- [What you will do] Gather every line below where "Peter" appears.

- [Record excerpts]
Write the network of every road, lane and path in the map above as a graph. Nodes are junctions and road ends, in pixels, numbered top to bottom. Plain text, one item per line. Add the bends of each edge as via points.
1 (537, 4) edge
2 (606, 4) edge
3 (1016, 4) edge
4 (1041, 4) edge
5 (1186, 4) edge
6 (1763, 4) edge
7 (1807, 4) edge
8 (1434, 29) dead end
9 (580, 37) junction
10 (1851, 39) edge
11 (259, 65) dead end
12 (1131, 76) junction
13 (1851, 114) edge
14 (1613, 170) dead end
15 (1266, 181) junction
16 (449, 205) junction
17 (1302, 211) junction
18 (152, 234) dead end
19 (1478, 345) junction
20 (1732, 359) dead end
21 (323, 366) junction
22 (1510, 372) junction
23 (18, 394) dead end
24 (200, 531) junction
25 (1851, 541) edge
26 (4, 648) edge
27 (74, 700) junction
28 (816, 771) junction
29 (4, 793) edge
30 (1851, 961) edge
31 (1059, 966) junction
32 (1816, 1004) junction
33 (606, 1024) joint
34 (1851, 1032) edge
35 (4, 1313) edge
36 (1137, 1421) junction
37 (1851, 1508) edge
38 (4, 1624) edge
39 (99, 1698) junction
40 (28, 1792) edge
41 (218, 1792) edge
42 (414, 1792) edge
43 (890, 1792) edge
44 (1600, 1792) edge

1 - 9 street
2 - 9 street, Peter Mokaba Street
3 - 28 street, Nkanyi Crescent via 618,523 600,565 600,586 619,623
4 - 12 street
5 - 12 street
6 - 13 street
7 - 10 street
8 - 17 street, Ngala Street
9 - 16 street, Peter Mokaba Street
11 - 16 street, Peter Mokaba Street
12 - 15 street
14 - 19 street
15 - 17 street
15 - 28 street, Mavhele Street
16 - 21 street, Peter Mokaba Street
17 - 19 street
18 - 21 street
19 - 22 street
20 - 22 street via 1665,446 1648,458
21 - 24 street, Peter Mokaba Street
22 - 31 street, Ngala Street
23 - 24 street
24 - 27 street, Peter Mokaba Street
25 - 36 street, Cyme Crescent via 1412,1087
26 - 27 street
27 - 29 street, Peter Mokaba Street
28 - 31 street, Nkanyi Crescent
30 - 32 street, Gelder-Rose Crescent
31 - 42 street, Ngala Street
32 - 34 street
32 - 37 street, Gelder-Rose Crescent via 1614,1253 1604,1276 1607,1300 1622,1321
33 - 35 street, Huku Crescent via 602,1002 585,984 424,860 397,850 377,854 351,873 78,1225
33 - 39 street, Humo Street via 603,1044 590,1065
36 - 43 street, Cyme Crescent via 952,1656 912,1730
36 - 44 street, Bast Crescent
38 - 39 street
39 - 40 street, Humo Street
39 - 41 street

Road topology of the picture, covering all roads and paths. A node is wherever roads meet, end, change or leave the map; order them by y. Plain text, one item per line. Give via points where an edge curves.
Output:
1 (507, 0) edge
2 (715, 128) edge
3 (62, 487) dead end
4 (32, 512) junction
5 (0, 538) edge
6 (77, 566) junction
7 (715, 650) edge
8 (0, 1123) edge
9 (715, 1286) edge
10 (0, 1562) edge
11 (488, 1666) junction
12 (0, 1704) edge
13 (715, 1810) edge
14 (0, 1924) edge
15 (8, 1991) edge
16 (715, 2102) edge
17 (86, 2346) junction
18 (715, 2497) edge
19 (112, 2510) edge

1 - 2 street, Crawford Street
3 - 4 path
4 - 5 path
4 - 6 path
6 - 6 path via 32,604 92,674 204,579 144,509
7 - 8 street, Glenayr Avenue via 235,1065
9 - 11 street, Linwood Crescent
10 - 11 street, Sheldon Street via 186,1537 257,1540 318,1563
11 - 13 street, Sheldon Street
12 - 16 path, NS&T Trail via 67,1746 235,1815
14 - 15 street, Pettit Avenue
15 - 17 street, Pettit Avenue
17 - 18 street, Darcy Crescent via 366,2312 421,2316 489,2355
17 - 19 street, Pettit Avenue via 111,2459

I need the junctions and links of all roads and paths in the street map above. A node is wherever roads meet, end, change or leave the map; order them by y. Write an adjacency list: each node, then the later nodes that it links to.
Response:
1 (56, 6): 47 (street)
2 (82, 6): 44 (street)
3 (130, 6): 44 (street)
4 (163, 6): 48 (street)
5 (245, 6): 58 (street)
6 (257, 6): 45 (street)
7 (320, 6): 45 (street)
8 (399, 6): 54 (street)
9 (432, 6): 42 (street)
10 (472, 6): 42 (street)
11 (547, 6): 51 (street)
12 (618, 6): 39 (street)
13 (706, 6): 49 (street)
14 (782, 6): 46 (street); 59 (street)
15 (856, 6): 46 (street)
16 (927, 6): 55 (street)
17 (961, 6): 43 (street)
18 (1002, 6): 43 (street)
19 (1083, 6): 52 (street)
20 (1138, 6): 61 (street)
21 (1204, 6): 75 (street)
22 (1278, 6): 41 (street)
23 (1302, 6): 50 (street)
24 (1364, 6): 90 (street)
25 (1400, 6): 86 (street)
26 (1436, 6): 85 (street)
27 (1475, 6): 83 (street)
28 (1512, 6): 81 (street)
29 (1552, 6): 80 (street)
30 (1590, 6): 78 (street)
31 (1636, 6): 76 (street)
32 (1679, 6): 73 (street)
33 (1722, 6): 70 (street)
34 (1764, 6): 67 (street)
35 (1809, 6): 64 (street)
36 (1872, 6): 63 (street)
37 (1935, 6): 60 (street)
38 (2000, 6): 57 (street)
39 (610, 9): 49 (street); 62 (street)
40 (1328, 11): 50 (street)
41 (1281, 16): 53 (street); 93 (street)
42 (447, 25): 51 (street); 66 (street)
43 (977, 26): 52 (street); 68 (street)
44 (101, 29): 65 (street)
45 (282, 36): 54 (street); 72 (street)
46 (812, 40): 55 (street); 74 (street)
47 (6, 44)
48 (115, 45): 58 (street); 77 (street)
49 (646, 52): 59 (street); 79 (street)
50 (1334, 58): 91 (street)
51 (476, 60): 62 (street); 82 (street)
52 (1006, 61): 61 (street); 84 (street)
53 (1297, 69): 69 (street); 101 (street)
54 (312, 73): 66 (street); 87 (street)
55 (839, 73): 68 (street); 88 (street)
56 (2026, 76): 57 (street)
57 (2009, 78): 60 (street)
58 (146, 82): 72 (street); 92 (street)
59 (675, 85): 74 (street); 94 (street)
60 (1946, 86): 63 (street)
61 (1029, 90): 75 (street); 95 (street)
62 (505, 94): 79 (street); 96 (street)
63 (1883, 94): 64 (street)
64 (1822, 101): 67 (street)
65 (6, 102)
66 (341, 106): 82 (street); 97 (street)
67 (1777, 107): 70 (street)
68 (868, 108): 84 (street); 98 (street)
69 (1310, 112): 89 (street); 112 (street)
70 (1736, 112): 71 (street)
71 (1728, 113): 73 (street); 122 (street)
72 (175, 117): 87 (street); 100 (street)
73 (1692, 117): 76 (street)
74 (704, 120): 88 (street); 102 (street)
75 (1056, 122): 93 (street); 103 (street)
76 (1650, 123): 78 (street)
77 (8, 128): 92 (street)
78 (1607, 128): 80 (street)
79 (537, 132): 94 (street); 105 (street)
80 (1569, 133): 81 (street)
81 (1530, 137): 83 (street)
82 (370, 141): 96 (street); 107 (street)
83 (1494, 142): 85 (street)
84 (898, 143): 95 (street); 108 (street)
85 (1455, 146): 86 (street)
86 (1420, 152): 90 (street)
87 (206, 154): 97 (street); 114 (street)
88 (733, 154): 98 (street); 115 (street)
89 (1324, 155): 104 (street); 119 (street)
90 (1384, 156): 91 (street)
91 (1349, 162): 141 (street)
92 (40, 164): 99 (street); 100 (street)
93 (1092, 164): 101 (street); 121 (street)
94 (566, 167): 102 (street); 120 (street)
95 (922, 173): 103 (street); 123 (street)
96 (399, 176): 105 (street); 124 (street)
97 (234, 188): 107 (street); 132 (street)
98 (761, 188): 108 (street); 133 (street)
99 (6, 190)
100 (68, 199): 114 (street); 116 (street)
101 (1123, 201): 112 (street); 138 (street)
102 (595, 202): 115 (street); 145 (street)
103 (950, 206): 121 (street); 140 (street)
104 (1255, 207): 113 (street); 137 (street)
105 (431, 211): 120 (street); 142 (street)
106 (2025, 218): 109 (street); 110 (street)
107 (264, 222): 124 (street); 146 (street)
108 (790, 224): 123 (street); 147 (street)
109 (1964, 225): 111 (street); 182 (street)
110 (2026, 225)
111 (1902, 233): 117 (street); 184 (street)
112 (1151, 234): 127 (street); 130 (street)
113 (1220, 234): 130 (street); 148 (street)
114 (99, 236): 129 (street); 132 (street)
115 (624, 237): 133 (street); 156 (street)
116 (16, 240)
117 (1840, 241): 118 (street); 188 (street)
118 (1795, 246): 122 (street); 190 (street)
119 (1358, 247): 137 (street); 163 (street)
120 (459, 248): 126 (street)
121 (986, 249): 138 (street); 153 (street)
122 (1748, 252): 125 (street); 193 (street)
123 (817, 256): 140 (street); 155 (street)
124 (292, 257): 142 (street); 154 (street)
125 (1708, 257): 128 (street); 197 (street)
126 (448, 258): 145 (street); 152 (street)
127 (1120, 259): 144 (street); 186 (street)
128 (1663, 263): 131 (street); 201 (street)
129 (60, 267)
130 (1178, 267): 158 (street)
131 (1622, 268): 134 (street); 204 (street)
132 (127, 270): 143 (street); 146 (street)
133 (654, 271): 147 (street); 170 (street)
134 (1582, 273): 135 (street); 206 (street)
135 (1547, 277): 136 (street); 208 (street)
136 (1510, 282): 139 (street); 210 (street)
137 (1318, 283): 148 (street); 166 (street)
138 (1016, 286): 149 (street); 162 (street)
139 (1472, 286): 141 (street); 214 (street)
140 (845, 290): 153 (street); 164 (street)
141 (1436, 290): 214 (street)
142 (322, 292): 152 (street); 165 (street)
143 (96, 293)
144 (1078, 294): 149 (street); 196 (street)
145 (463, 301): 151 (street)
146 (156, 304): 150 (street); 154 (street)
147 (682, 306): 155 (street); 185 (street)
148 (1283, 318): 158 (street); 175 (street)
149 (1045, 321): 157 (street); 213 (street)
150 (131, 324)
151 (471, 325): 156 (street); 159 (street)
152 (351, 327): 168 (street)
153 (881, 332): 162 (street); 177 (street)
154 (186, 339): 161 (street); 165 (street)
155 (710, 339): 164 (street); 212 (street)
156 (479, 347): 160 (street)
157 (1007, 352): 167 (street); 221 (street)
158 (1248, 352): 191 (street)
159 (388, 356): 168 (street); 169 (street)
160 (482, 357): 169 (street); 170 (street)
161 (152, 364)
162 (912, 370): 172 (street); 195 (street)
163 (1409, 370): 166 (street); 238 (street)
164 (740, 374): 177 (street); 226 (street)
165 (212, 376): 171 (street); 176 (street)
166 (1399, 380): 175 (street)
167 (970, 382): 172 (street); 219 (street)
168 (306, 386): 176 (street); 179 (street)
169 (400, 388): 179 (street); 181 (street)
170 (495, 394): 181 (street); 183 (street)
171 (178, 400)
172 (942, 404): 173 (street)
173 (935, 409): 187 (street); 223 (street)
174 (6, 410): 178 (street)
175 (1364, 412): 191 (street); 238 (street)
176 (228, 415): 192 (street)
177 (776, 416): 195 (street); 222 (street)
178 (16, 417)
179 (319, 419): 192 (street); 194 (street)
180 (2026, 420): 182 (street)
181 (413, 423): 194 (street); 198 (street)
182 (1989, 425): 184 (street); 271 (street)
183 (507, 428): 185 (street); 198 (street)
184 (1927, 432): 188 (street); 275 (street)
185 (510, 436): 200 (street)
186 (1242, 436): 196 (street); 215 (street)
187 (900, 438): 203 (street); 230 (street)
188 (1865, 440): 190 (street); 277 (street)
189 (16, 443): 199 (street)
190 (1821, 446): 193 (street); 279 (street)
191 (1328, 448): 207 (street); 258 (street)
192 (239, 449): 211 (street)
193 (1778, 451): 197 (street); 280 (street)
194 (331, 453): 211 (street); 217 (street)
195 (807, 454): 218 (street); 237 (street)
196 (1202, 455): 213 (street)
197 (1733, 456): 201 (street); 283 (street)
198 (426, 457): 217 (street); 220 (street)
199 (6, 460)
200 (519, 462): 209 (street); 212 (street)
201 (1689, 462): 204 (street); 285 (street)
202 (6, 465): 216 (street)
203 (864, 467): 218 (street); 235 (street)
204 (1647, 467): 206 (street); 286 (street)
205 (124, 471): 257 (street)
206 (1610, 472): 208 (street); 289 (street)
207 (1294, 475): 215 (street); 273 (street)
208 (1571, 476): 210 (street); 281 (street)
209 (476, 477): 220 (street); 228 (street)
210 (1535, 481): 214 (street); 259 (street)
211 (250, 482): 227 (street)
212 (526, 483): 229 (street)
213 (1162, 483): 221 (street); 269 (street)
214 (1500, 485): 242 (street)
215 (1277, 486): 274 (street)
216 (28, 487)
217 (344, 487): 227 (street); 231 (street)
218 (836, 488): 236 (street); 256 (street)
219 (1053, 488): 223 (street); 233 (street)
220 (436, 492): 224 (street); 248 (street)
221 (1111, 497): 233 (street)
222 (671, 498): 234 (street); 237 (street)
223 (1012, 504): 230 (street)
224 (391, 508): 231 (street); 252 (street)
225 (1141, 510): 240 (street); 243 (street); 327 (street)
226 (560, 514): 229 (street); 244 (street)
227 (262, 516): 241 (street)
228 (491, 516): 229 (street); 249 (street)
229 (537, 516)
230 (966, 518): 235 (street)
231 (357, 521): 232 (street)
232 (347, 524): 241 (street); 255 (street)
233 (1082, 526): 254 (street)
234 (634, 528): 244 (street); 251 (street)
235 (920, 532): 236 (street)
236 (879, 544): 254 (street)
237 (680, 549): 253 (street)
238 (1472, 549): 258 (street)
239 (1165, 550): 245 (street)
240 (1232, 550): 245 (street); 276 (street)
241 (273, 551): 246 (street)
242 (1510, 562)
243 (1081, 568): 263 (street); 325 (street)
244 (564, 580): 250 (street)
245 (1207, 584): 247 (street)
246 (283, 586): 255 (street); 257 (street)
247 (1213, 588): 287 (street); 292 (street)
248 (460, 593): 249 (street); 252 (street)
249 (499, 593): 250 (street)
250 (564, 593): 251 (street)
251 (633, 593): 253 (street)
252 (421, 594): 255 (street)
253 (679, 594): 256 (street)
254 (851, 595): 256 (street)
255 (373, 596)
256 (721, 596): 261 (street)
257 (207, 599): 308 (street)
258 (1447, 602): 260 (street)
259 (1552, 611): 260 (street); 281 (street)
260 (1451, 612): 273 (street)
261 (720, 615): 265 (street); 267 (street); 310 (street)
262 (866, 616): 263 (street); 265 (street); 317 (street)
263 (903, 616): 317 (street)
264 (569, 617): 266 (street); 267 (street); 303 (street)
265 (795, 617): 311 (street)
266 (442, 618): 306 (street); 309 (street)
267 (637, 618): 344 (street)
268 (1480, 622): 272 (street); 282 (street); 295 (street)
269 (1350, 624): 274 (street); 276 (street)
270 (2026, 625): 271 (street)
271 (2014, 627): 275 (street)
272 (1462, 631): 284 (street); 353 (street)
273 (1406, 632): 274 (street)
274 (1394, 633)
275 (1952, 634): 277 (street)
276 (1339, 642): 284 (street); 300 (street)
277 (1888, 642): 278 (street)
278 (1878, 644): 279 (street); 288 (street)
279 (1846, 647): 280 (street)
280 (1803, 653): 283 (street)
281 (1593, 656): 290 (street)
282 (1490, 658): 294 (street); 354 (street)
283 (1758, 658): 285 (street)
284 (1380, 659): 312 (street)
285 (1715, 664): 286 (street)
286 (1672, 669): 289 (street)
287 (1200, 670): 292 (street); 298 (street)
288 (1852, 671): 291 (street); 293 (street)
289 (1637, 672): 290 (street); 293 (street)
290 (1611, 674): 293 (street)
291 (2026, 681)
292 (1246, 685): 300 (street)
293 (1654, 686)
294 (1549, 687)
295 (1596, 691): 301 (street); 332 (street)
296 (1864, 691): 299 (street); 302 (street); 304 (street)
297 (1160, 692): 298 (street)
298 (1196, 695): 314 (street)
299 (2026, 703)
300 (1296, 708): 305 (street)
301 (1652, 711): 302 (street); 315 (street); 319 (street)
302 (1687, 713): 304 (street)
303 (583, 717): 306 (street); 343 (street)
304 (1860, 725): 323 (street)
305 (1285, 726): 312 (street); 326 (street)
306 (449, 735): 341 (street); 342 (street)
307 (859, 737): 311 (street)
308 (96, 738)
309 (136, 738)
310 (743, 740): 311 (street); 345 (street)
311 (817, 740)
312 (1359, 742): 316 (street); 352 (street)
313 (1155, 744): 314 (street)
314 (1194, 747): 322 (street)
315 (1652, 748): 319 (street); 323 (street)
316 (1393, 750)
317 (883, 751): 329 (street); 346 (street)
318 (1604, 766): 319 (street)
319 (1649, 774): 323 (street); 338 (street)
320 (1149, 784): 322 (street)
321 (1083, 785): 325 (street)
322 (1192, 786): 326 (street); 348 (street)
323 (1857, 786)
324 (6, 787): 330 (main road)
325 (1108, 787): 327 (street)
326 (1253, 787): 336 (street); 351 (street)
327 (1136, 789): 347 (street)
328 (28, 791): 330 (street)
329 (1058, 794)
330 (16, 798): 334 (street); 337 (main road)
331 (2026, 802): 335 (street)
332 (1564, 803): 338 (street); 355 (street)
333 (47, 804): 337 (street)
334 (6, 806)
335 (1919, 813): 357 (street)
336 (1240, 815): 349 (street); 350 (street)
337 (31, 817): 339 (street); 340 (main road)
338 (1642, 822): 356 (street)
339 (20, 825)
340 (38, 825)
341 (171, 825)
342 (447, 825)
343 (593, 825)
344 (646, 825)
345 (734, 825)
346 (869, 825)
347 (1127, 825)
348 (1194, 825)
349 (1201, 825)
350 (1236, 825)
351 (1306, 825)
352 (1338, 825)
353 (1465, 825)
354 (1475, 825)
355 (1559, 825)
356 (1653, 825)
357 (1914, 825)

- [Exercise output]
2 - 9 street, Peter Mokaba Street
9 - 16 street, Peter Mokaba Street
11 - 16 street, Peter Mokaba Street
16 - 21 street, Peter Mokaba Street
21 - 24 street, Peter Mokaba Street
24 - 27 street, Peter Mokaba Street
27 - 29 street, Peter Mokaba Street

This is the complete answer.